Mein Reset geht weiter. Ich sehe endlich wieder nach vorn und erinnere mich an meine gefassten Vorsätze aus Rendsburg. Das Zauberwort heißt Selbsthilfe. Sich selbst helfen, indem man anderen hilft. Geben und nehmen. Nur nicht allein im stillen Kämmerlein dahinvegetieren. Wieder eine Aufgabe im Leben übernehmen und gebraucht werden. Eine Selbsthilfegruppe suchen. Oder eine Selbsthilfegruppe aufbauen? Ich entscheide mich für Letzteres. Ich behaupte, das war meine Lebensrettung. In unserer Kleinstadt suche ich mit einiger Vorbereitungszeit und Engagement Betroffene, die Lust haben zum Austausch von Erfahrungen und mit Hilfe zur Selbsthilfe neuen Lebensinhalt finden wollen. Meine »Ehrenamtskarriere« beginnt. Die Gründung der SHG (Selbsthilfegruppe) für Hörgeschädigte in Niesky wird mit 15 Betroffenen am 15. Dezember 1998 vollzogen.

Ich finde auf Empfehlung aus Rendsburg einen bundesweiten Verein, der sich Selbsthilfe auf die Fahnen schreibt, und gelange zur Deutschen Hörbehinderten Selbsthilfe e. V. (DHS). Mit dem Wahlspruch »Betroffene handeln in eigener Sache!« entstanden schon 1983 an verschiedenen Orten in Deutschland erste Selbsthilfegruppen von ehemaligen Teilnehmern der Rehabilitationen für Hörgeschädigte im Reha Zentrum Rendsburg. Bei mir hat es halt sechs Jahre nach meinem Aufenthalt in Rendsburg gedauert – bis ich die Daseinsberechtigung einsehe. Ich nehme von nun an regelmäßig an Seminaren teil und entwickle mich zum Experten in Sachen Selbsthilfe. 2002 werde ich in den Vorstand der DHS gewählt und übe diesen ehrenamtlichen Fulltime-Job bis 2014 aus. Heute bin ich Beisitzer im Vorstand und kann mit meiner jahreslangen Erfahrung den Verein weiter unterstützen. Selbsthilfe ist MEIN Lebenselixier – und so finde ich auch zur bundesweiten SHG für NF2 Betroffene. Hier versuche ich, mit meinem begrenzten Zeitrahmen zu unterstützen, wo es für mich machbar bleibt. Die jährlichen Mücke Treffen dienen zum Krafttanken. Wie meinte die leider so früh verstorbene Julia mal so wunderbar in einer Abschlussrunde: »Hier tanke ich richtig auf, nicht Benzin Super, sondern Super Plus.«

2011 werde ich links mit einem Cochlea Implantat versorgt und kann weiter mein Restgehör nutzen, um Sprache zu verstehen. Ich bin mir sicher, dass ich ohne meine vielen Schlappohren Freunde nie auf die Idee gekommen wäre, diese Option für mich zu prüfen. Langjährig galt in meiner heimatlichen HNO Versorgung die Hypothese, dass NF2 Patienten nicht mit dem Implantat versorgt werden können.

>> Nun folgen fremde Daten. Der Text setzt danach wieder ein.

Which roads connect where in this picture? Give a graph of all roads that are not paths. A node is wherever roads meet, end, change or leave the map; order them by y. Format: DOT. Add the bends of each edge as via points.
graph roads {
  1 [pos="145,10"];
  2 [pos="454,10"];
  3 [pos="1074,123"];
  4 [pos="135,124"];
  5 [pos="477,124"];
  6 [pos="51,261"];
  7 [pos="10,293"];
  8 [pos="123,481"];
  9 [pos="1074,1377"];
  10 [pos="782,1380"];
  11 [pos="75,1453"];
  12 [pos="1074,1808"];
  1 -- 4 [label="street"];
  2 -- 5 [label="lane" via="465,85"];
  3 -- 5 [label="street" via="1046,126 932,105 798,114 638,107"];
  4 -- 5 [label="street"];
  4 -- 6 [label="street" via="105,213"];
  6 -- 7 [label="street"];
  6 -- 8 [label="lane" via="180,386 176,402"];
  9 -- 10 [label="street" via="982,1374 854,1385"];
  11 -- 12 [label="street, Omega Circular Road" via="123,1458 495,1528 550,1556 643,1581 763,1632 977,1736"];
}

Heute bin ich in der Welt der Schlappohren angekommen. Ich weiß, was mit meinem Handicap möglich ist, und habe gelernt, mit den ungewollten und vorhandenen Einschränkungen gut zu leben, so wie zum Beispiel mit dem nicht funktionierenden Richtungshören zu Beginn meiner Geschichte.

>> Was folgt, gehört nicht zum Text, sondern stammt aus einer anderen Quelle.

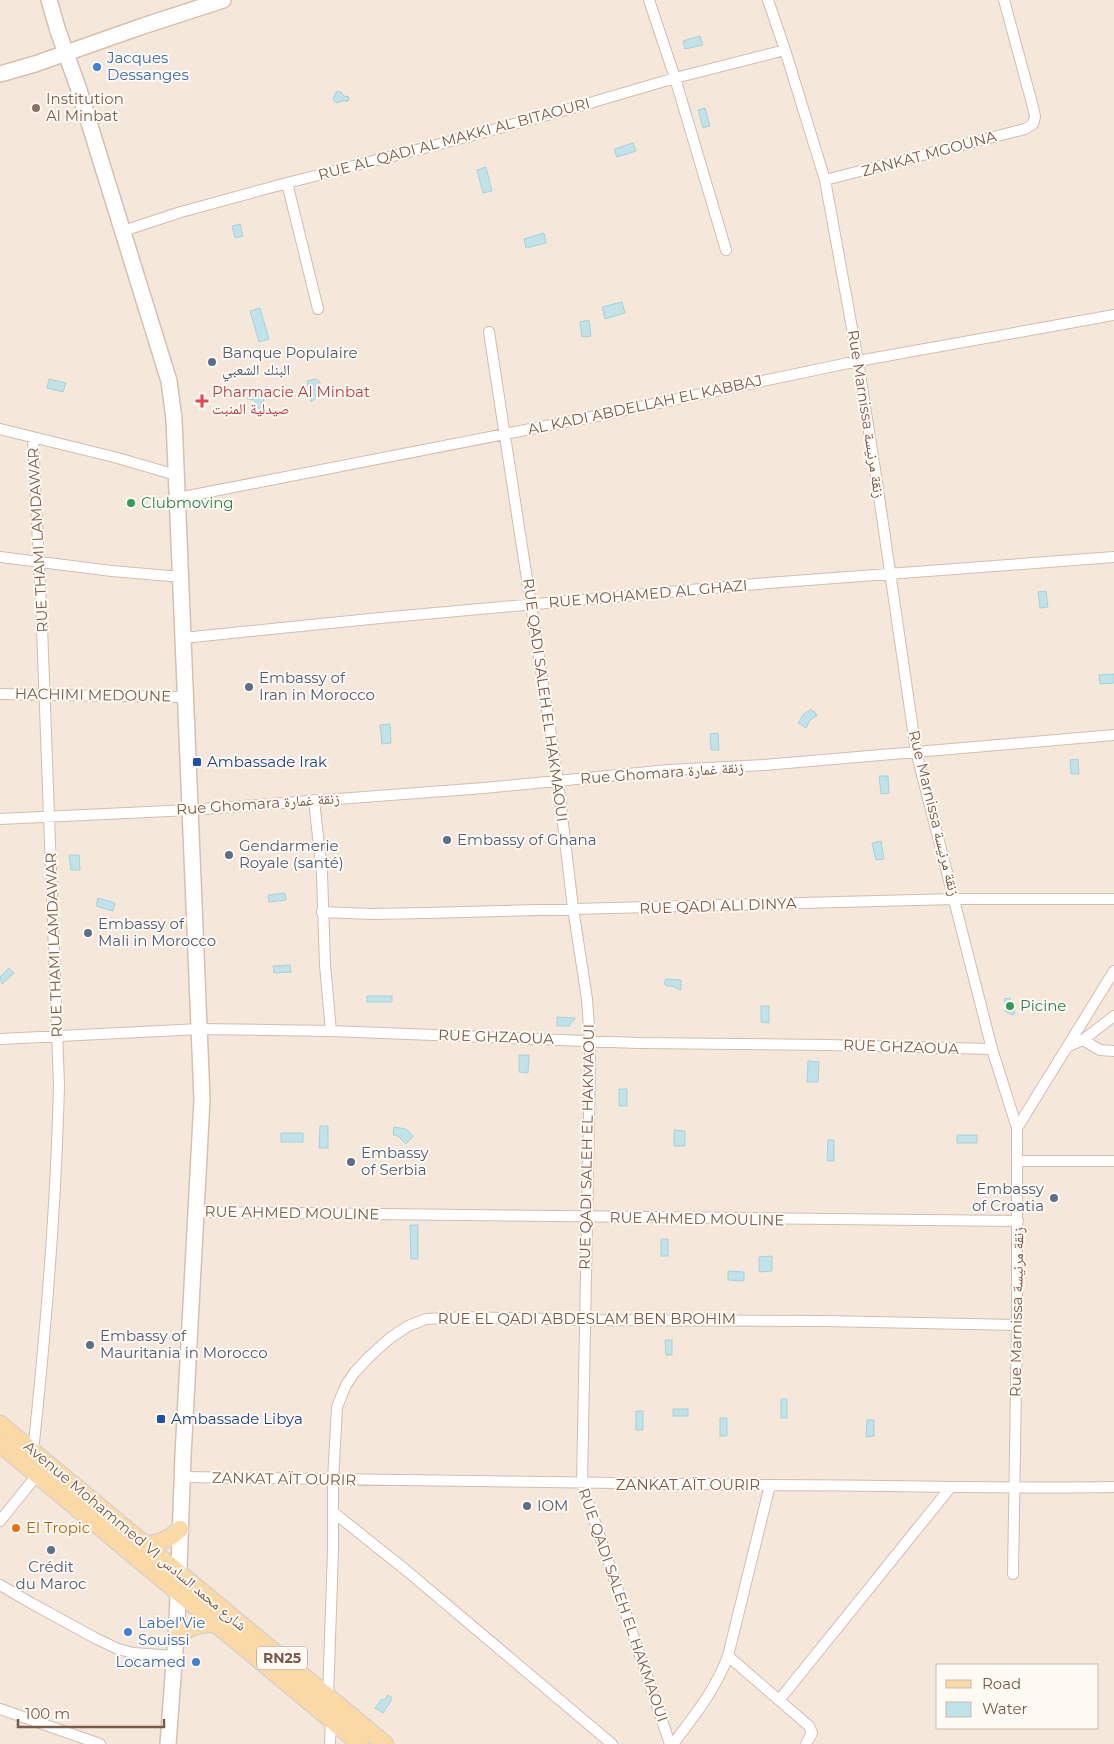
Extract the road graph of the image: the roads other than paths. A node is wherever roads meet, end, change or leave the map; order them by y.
1 (49, 0) edge
2 (223, 0) edge
3 (649, 0) edge
4 (768, 0) edge
5 (1004, 0) edge
6 (785, 50) junction
7 (66, 54) junction
8 (0, 74) edge
9 (675, 78) junction
10 (825, 180) junction
11 (286, 183) junction
12 (123, 231) junction
13 (726, 250) dead end
14 (318, 309) dead end
15 (1114, 315) edge
16 (489, 332) dead end
17 (858, 361) junction
18 (0, 429) edge
19 (505, 434) junction
20 (33, 438) junction
21 (176, 475) junction
22 (178, 498) junction
23 (0, 557) edge
24 (1114, 557) edge
25 (39, 562) junction
26 (890, 574) junction
27 (181, 577) junction
28 (531, 604) junction
29 (184, 638) junction
30 (0, 694) edge
31 (45, 694) junction
32 (186, 697) junction
33 (1114, 735) edge
34 (916, 751) junction
35 (558, 780) junction
36 (314, 800) junction
37 (190, 810) junction
38 (49, 816) junction
39 (0, 819) edge
40 (955, 899) junction
41 (1114, 899) edge
42 (572, 908) junction
43 (322, 912) junction
44 (1114, 971) edge
45 (1114, 1016) edge
46 (200, 1029) junction
47 (331, 1031) junction
48 (56, 1036) junction
49 (0, 1039) edge
50 (1083, 1040) junction
51 (590, 1041) junction
52 (1069, 1046) junction
53 (992, 1049) junction
54 (1114, 1051) edge
55 (1017, 1128) junction
56 (1018, 1161) junction
57 (1114, 1161) edge
58 (197, 1212) junction
59 (586, 1217) junction
60 (1018, 1221) junction
61 (584, 1320) junction
62 (1018, 1325) junction
63 (0, 1424) edge
64 (0, 1444) edge
65 (33, 1452) junction
66 (37, 1475) junction
67 (182, 1477) junction
68 (333, 1480) junction
69 (582, 1484) junction
70 (770, 1485) junction
71 (1114, 1486) edge
72 (950, 1488) junction
73 (1014, 1488) junction
74 (333, 1512) junction
75 (0, 1521) edge
76 (180, 1529) junction
77 (145, 1544) junction
78 (178, 1572) junction
79 (1013, 1574) dead end
80 (0, 1584) edge
81 (178, 1592) junction
82 (215, 1624) junction
83 (176, 1638) junction
84 (174, 1656) junction
85 (728, 1656) junction
86 (328, 1696) junction
87 (780, 1700) junction
88 (0, 1709) edge
89 (331, 1720) junction
90 (86, 1742) edge
91 (100, 1744) edge
92 (168, 1744) edge
93 (330, 1744) edge
94 (360, 1744) edge
95 (385, 1744) edge
96 (612, 1744) edge
97 (671, 1744) edge
98 (806, 1744) edge

1 - 7 main road
2 - 7 main road
3 - 9 street
4 - 6 street, Rue Marnissa زنقة مرنيسة
5 - 10 street, ZANKAT MGOUNA
6 - 9 street, RUE AL QADI AL MAKKI AL BITAOURI
6 - 10 street, Rue Marnissa زنقة مرنيسة
7 - 8 main road
7 - 12 main road
9 - 11 street, RUE AL QADI AL MAKKI AL BITAOURI
9 - 13 street
10 - 17 street, Rue Marnissa زنقة مرنيسة
11 - 12 street, RUE AL QADI AL MAKKI AL BITAOURI
11 - 14 street
12 - 21 main road
15 - 17 street, AL KADI ABDELLAH EL KABBAJ
16 - 19 street, RUE QADI SALEH EL HAKMAOUI
17 - 19 street, AL KADI ABDELLAH EL KABBAJ
17 - 26 street, Rue Marnissa زنقة مرنيسة
18 - 20 street
19 - 22 street, AL KADI ABDELLAH EL KABBAJ
19 - 28 street, RUE QADI SALEH EL HAKMAOUI
20 - 21 street
20 - 25 street, RUE THAMI LAMDAWAR
21 - 22 main road
22 - 27 main road
23 - 25 street
24 - 26 street, RUE MOHAMED AL GHAZI
25 - 27 street
25 - 31 street, RUE THAMI LAMDAWAR
26 - 28 street, RUE MOHAMED AL GHAZI
26 - 34 street, Rue Marnissa زنقة مرنيسة
27 - 29 main road
28 - 29 street, RUE MOHAMED AL GHAZI
28 - 35 street, RUE QADI SALEH EL HAKMAOUI
29 - 32 main road
30 - 31 street, HACHIMI MEDOUNE
31 - 32 street, HACHIMI MEDOUNE
31 - 38 street, RUE THAMI LAMDAWAR
32 - 37 main road
33 - 34 street, Rue Ghomara زنقة غمارة
34 - 35 street, Rue Ghomara زنقة غمارة
34 - 40 street, Rue Marnissa زنقة مرنيسة
35 - 36 street, Rue Ghomara زنقة غمارة
35 - 42 street, RUE QADI SALEH EL HAKMAOUI
36 - 37 street, Rue Ghomara زنقة غمارة
36 - 43 street
37 - 38 street, Rue Ghomara زنقة غمارة
37 - 46 main road
38 - 39 street, Rue Ghomara زنقة غمارة
38 - 48 street, RUE THAMI LAMDAWAR
40 - 41 street, RUE QADI ALI DINYA
40 - 42 street, RUE QADI ALI DINYA
40 - 53 street, Rue Marnissa زنقة مرنيسة
42 - 43 street, RUE QADI ALI DINYA
42 - 51 street, RUE QADI SALEH EL HAKMAOUI
43 - 47 street
44 - 52 street
45 - 50 street
46 - 47 street, RUE GHZAOUA
46 - 48 street, RUE GHZAOUA
46 - 58 main road
47 - 51 street, RUE GHZAOUA
48 - 49 street, RUE GHZAOUA
48 - 65 street, RUE THAMI LAMDAWAR
50 - 52 street
50 - 54 street
51 - 53 street, RUE GHZAOUA
51 - 59 street, RUE QADI SALEH EL HAKMAOUI
52 - 55 street
53 - 55 street, Rue Marnissa زنقة مرنيسة
55 - 56 street, Rue Marnissa زنقة مرنيسة
56 - 57 street
56 - 60 street, Rue Marnissa زنقة مرنيسة
58 - 59 street, RUE AHMED MOULINE
58 - 67 main road
59 - 60 street, RUE AHMED MOULINE
59 - 61 street, RUE QADI SALEH EL HAKMAOUI
60 - 62 street, Rue Marnissa زنقة مرنيسة
61 - 62 street, RUE EL QADI ABDESLAM BEN BROHIM
61 - 68 street, RUE EL QADI ABDESLAM BEN BROHIM
61 - 69 street, RUE QADI SALEH EL HAKMAOUI
62 - 73 street, Rue Marnissa زنقة مرنيسة
63 - 65 main road, Avenue Mohammed VI شارع محمد السادس / RN25
64 - 66 main road, RN25
65 - 77 main road, Avenue Mohammed VI شارع محمد السادس / RN25
66 - 75 street
66 - 81 main road, Avenue Mohammed VI شارع محمد السادس / RN25
67 - 68 street, ZANKAT AÏT OURIR
67 - 76 main road
68 - 69 street, ZANKAT AÏT OURIR
68 - 74 street, RUE EL QADI ABDESLAM BEN BROHIM
69 - 70 street, ZANKAT AÏT OURIR
69 - 97 street, RUE QADI SALEH EL HAKMAOUI
70 - 72 street, ZANKAT AÏT OURIR
70 - 85 street
71 - 73 street, ZANKAT AÏT OURIR
72 - 73 street, ZANKAT AÏT OURIR
72 - 87 street
73 - 79 street, Rue Marnissa زنقة مرنيسة
74 - 86 street, RUE EL QADI ABDESLAM BEN BROHIM
74 - 96 street
76 - 77 main road
76 - 78 main road
77 - 78 main road, Avenue Mohammed VI شارع محمد السادس / RN25
78 - 81 main road
78 - 86 main road, Avenue Mohammed VI شارع محمد السادس / RN25
80 - 84 street
81 - 82 main road, Avenue Mohammed VI شارع محمد السادس / RN25
81 - 83 main road
82 - 83 main road
82 - 89 main road, Avenue Mohammed VI شارع محمد السادس / RN25
83 - 84 main road
84 - 92 main road
85 - 87 street
85 - 97 street
86 - 95 main road, Avenue Mohammed VI شارع محمد السادس / RN25
87 - 98 street
88 - 90 street
89 - 93 street
89 - 94 main road, Avenue Mohammed VI شارع محمد السادس / RN25
90 - 91 street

Meine NF2 Erkrankung und meine Ertaubung gehören zu meinem Leben wie das Salz in der Suppe. Was ich heute bin, bin ich durch die Selbsthilfe, durch meine vielen unverzichtbaren Freunde und die Unterstützung meiner Familie. Ich darf jederzeit auch wieder fallen; aber ich bin mir ganz sicher, dass das Loch nie wieder so tief sein wird wie in meiner schlimmsten Zeit.

Ich klaue mir mein Abschlusswort von Peter, der da so treffend sagte:

Am Ende ist alles gut. Und wenn es nicht gut ist, so ist es nicht das Ende.